Planning in advance is the key to enjoying the holidays and maintaining a healthy recovery. Of course, we can’t foresee all the things that could happen, but many potential pitfalls can be anticipated and planned for ahead of time. Understanding and identifying triggers and stressors is key, as is looking back on past holidays to avoid repeating patterns of behavior that could be hazardous to your recovery.

Ask yourself some key questions before the holiday season begins: What scenarios have been difficult in the past? What kinds of interactions knock you off center? Which relationships are the most stressful and how can they be managed (or even avoided)? What is your plan when you feel like you need support? How are you altering or adjusting your self-care plan to maximize your health and wellness during this busy time?

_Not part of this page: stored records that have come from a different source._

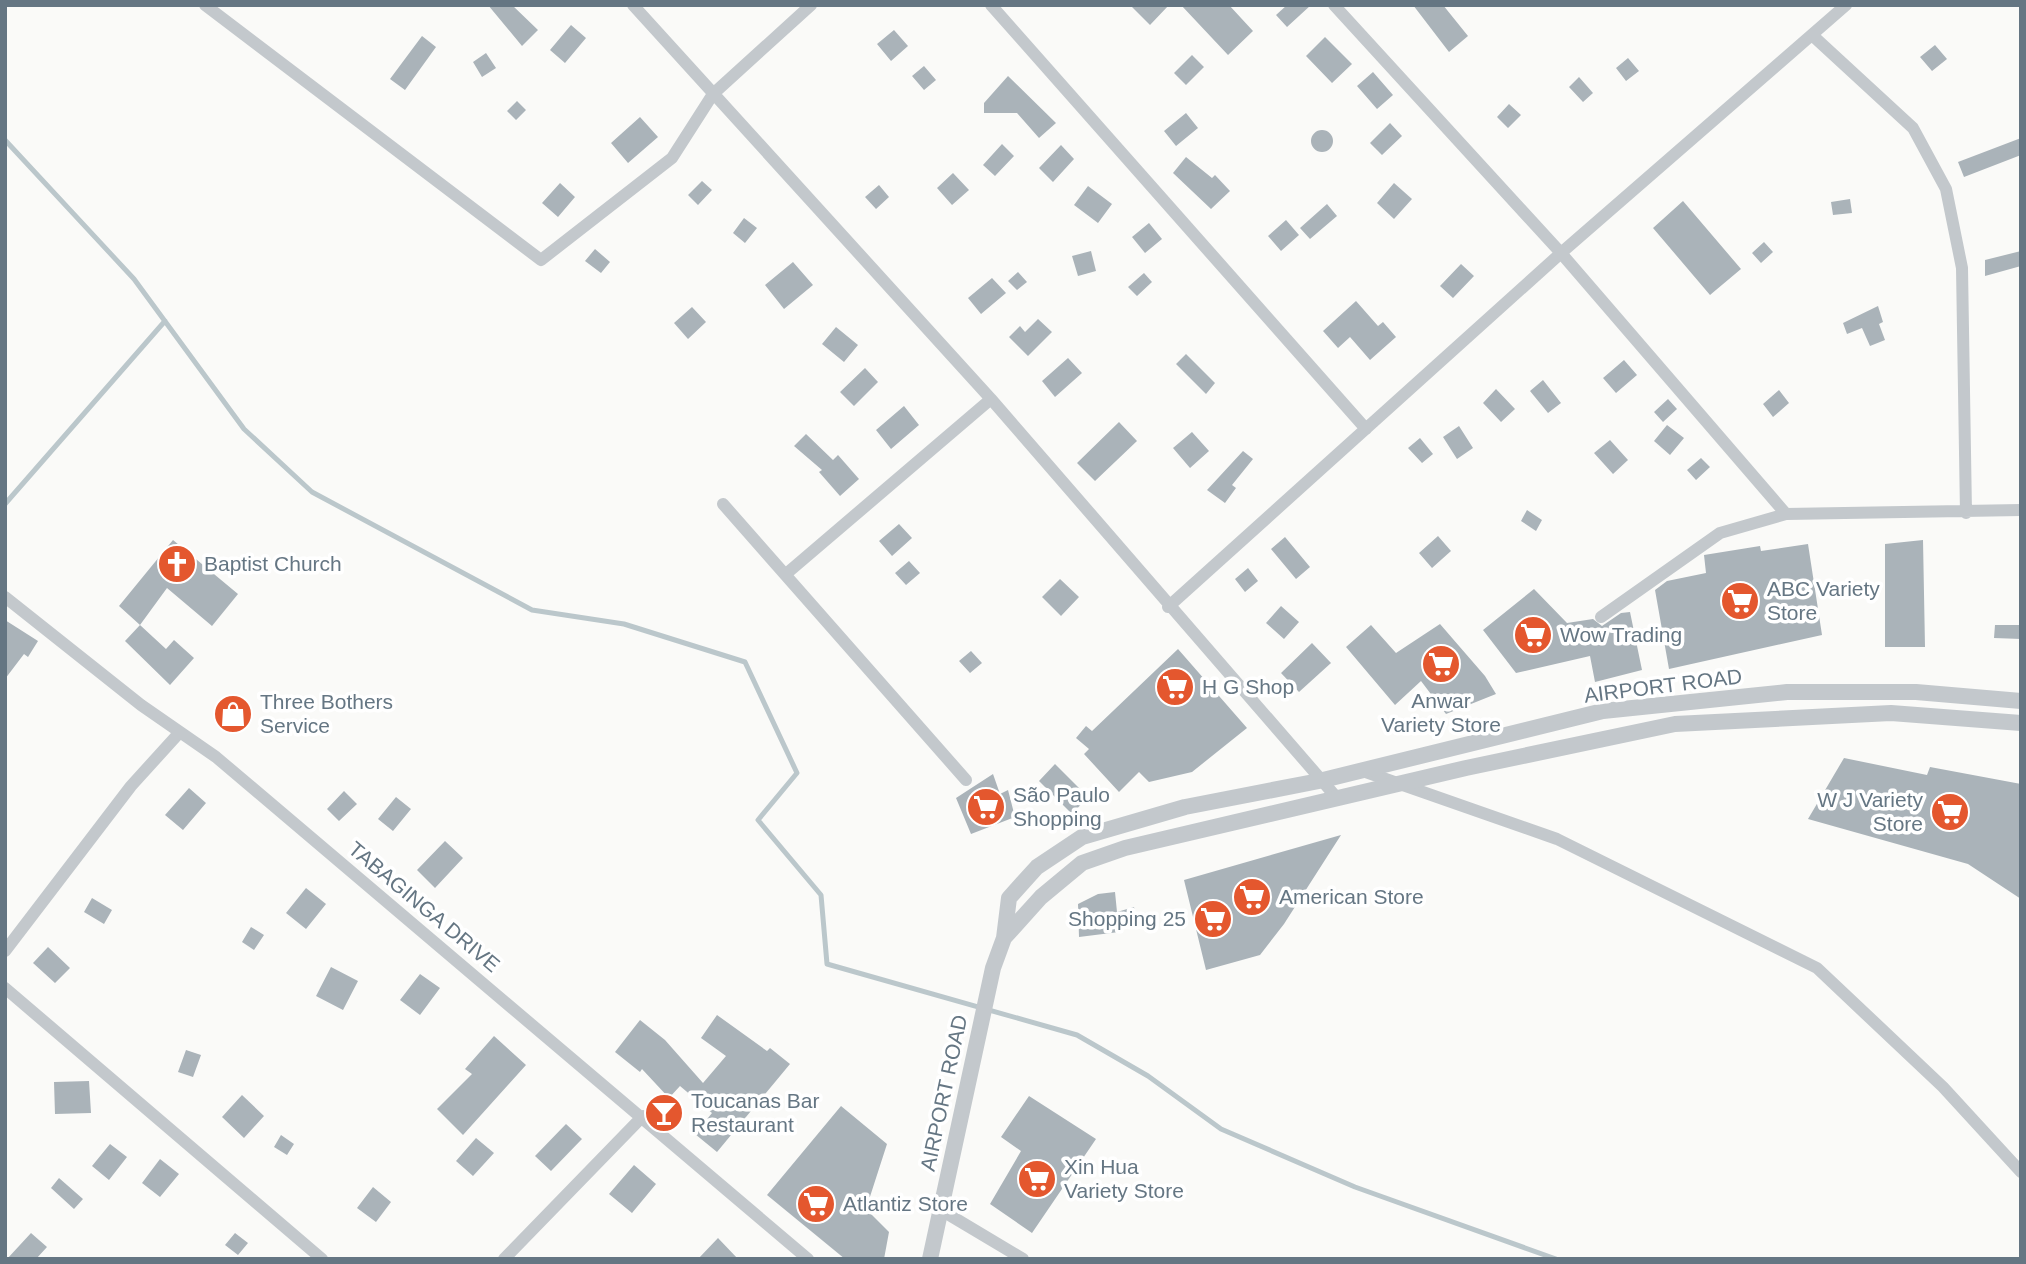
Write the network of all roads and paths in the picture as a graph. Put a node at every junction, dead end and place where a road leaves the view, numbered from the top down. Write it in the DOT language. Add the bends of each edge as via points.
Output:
graph roads {
  1 [pos="205,5"];
  2 [pos="633,5"];
  3 [pos="811,5"];
  4 [pos="991,5"];
  5 [pos="1334,5"];
  6 [pos="1846,5"];
  7 [pos="1812,35"];
  8 [pos="713,94"];
  9 [pos="1561,253"];
  10 [pos="990,399"];
  11 [pos="1366,429"];
  12 [pos="723,504"];
  13 [pos="2021,510"];
  14 [pos="1966,513"];
  15 [pos="1786,514"];
  16 [pos="786,574"];
  17 [pos="5,597"];
  18 [pos="1168,607"];
  19 [pos="1601,617"];
  20 [pos="1901,692"];
  21 [pos="2021,701"];
  22 [pos="1901,714"];
  23 [pos="2021,723"];
  24 [pos="180,732"];
  25 [pos="1360,769"];
  26 [pos="966,780"];
  27 [pos="1319,781"];
  28 [pos="1400,784"];
  29 [pos="1337,798"];
  30 [pos="1004,938"];
  31 [pos="5,951"];
  32 [pos="5,988"];
  33 [pos="643,1116"];
  34 [pos="2021,1172"];
  35 [pos="940,1210"];
  36 [pos="321,1259"];
  37 [pos="504,1259"];
  38 [pos="808,1259"];
  39 [pos="930,1259"];
  40 [pos="1023,1259"];
  1 -- 8 [label="street" via="541,260 672,158"];
  2 -- 8 [label="street"];
  3 -- 8 [label="street"];
  4 -- 11 [label="street"];
  5 -- 9 [label="street"];
  6 -- 7 [label="street"];
  7 -- 9 [label="street"];
  7 -- 14 [label="street" via="1913,128 1945,188 1962,268"];
  8 -- 10 [label="street"];
  9 -- 11 [label="street"];
  9 -- 15 [label="street"];
  10 -- 16 [label="street"];
  10 -- 18 [label="street"];
  11 -- 18 [label="street"];
  12 -- 16 [label="street"];
  13 -- 14 [label="street"];
  14 -- 15 [label="street"];
  15 -- 19 [label="street" via="1720,533"];
  16 -- 26 [label="street"];
  17 -- 24 [label="street, TABAGINGA DRIVE"];
  18 -- 27 [label="street"];
  20 -- 21 [label="street, AIRPORT ROAD"];
  20 -- 22 [label="street"];
  20 -- 25 [label="street, AIRPORT ROAD" via="1787,692 1604,711"];
  22 -- 23 [label="street, AIRPORT ROAD"];
  22 -- 28 [label="street, AIRPORT ROAD" via="1675,724"];
  24 -- 31 [label="street" via="131,786"];
  24 -- 33 [label="street, TABAGINGA DRIVE" via="216,757"];
  25 -- 27 [label="street, AIRPORT ROAD"];
  25 -- 28 [label="street"];
  27 -- 29 [label="street"];
  27 -- 30 [label="street, AIRPORT ROAD" via="1185,807 1082,837 1037,867 1009,898"];
  28 -- 29 [label="street, AIRPORT ROAD"];
  28 -- 34 [label="street" via="1557,839 1816,968 1943,1087"];
  29 -- 30 [label="street, AIRPORT ROAD" via="1125,848 1083,863 1041,897"];
  30 -- 35 [label="street, AIRPORT ROAD" via="993,968"];
  32 -- 36 [label="street"];
  33 -- 37 [label="street"];
  33 -- 38 [label="street, TABAGINGA DRIVE"];
  35 -- 39 [label="street, AIRPORT ROAD"];
  35 -- 40 [label="street"];
}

Prioritizing wellness and recovery means having an awareness of the people, places and/or things that could be problematic and planning strategies for staying sober and safe.

Have a Sober Strategy

After you have identified and examined the people, places, and things that may be more challenging during the holidays, develop a specific plan to protect your recovery in each instance. There are many options to consider as you plan for holiday events and activities. Here are some suggestions:

1) Increase Meetings. If you attend recovery meetings or other form of group support, increasing the number of meetings you attend is one proactive way to stay extra connected to your recovery community. Sometimes “bookending” a difficult event or gathering with a recovery or support group meeting is a good idea; go to a meeting before the event and after the event to give your recovery that extra boost.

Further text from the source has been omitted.